Ésta última, de hecho, su primera novela, fue increíblemente premonitoria respecto de la vida real del escritor. Siempre celoso de su vida privada y sin conocerse ninguna relación amorosa en toda su existencia -salvo su amistad íntima con Constance Fenimore Woolfson-, en la última década del siglo XIX, ya avanzados los cincuenta años, Henry James comenzó a entablar relaciones amistosas intensas con muchachos apuestos a quienes doblaba en edad: Morton Fullerton de quien escribió que era "tierna y mágicamente táctil" o Jocelyn Perce, a quien describió como “nimbado de rosa y oro” y que le sirvió de inspiración para Merton, el personaje principal masculino de la novela “Las alas de la paloma” (1902).

De todas esas relaciones, de las que de desconoce su verdadero alcance y naturaleza-, la más profunda es la que mantuvo con el escultor estadounidense Hendrik Andersen. Según dejan advertir algunos testimonios, por su “magnífica estatura”, cabellos rubios y espléndido físico suspiraba James.

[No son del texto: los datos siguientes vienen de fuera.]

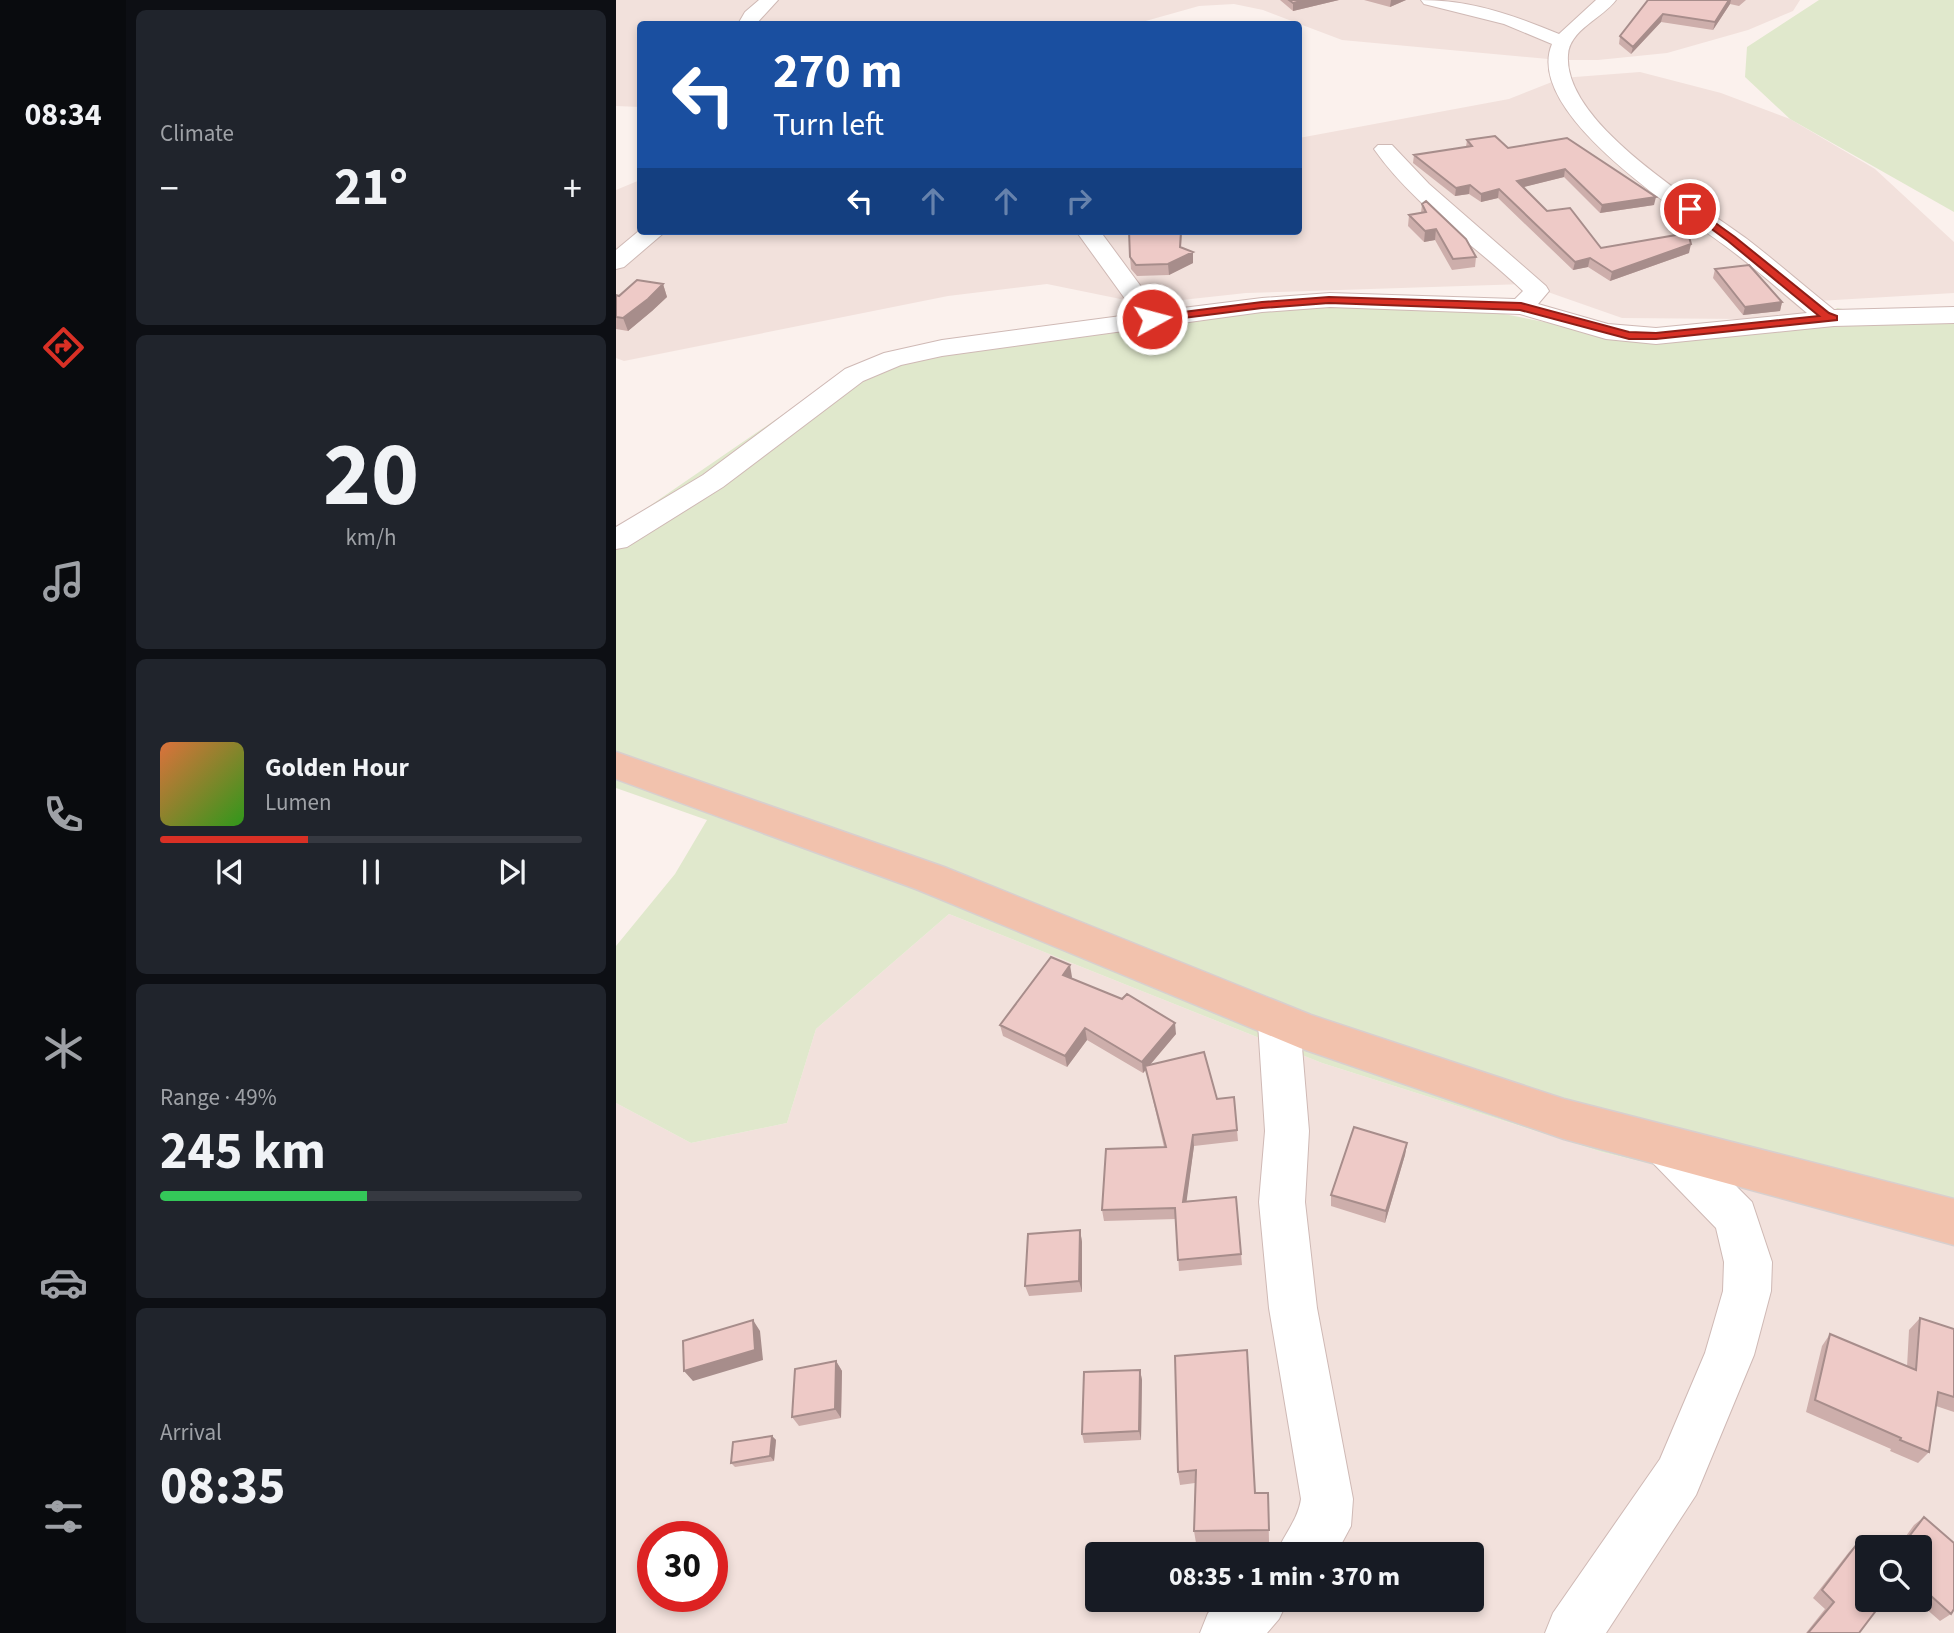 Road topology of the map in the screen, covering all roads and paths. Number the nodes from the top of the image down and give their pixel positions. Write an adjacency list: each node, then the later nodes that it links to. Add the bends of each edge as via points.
1 (769, 0): 4 (street)
2 (1430, 0): 5 (street, via 1510,20)
3 (1608, 0): 5 (street)
4 (748, 21)
5 (1563, 42): 12 (street, via 1558,52 1563,83 1575,108 1610,147)
6 (1385, 149): 10 (street, via 1433,203 1537,290)
7 (649, 235): 9 (street)
8 (1090, 235): 13 (street)
9 (616, 262)
10 (1521, 307): 12 (street, via 1629,335 1656,336); 13 (street, via 1329,300)
11 (1954, 315): 12 (street)
12 (1833, 318)
13 (1152, 319): 14 (street, via 943,348 871,366 840,384 713,481)
14 (616, 540)
15 (616, 765): 16 (main road, via 930,878)
16 (1279, 1023): 17 (main road, via 1564,1119); 19 (street, via 1287,1131 1282,1202 1293,1308 1327,1499 1324,1526)
17 (1667, 1147): 18 (main road); 22 (street, via 1736,1217 1748,1262 1747,1291 1729,1355 1678,1477)
18 (1954, 1222)
19 (1312, 1542)
20 (1248, 1612): 21 (street)
21 (1228, 1633)
22 (1573, 1633)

Testimonios como éstos solo pueden encontrarse en las cartas que James envío a Andersen entre 1899 y 1915 y que acaba de publicar Editorial Elba bajo el sugestivo título “Amado muchacho” (epíteto que remite a una de las tantas maneras en que James solía encabezar las cartas a su querido amigo: específicamente la del 19 de marzo de 1902). Si bien las cartas no dan cuenta de una sexualidad consumada entre el  anciano y el efebo, el afecto que expresa James por Andersen es de una intensidad tal que solo puede leerse en términos de enamoramiento y de erotismo. Andersen parece representar para el viejo James el ideal de belleza y juventud, pero también cierto ideal concupiscente.

La correspondencia da cuenta de que la escritura privada de James no sólo se encuentra en las antípodas del código lingüístico victoriano imperante particularmente represivo en todo en lo que oliera a sensualidad, sino también de la escritura pública de James o de su propia personalidad poco proclive a manifestar sus sentimientos en términos físicos. Así puede leerse: “Siento, mi querido muchacho, mi brazo en torno de ti, así siento la pulsación, por así decir, de tu futuro excelso” (20/3/1900) o "Querido queridísimo muchacho, al que abrazo más tiernamente de lo que soy capaz de expresar" (28/02/1902).  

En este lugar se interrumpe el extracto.